>>>>
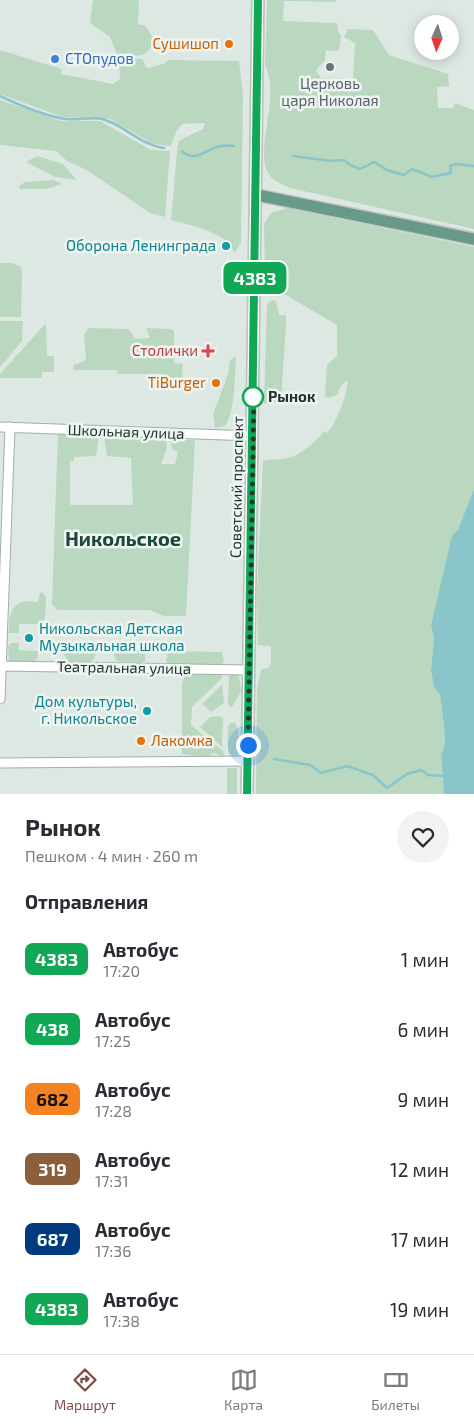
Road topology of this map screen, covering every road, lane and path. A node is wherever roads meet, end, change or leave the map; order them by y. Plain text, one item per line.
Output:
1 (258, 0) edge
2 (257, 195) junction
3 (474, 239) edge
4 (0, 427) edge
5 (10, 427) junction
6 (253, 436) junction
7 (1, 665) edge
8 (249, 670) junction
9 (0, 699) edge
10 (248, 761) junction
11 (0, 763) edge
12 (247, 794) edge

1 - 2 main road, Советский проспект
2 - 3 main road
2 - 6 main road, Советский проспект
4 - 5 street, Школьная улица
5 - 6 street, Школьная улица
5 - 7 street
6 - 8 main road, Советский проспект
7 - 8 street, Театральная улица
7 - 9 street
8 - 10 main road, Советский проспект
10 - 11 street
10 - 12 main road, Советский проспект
<<<<
**INSTRUCTIONS FOR THE TASK**
Please print out the entries above exactly. The pictures stay out.

**TASK SOLUTION**
Road topology of this map screen, covering every road, lane and path. A node is wherever roads meet, end, change or leave the map; order them by y. Plain text, one item per line.
Output:
1 (258, 0) edge
2 (257, 195) junction
3 (474, 239) edge
4 (0, 427) edge
5 (10, 427) junction
6 (253, 436) junction
7 (1, 665) edge
8 (249, 670) junction
9 (0, 699) edge
10 (248, 761) junction
11 (0, 763) edge
12 (247, 794) edge

1 - 2 main road, Советский проспект
2 - 3 main road
2 - 6 main road, Советский проспект
4 - 5 street, Школьная улица
5 - 6 street, Школьная улица
5 - 7 street
6 - 8 main road, Советский проспект
7 - 8 street, Театральная улица
7 - 9 street
8 - 10 main road, Советский проспект
10 - 11 street
10 - 12 main road, Советский проспект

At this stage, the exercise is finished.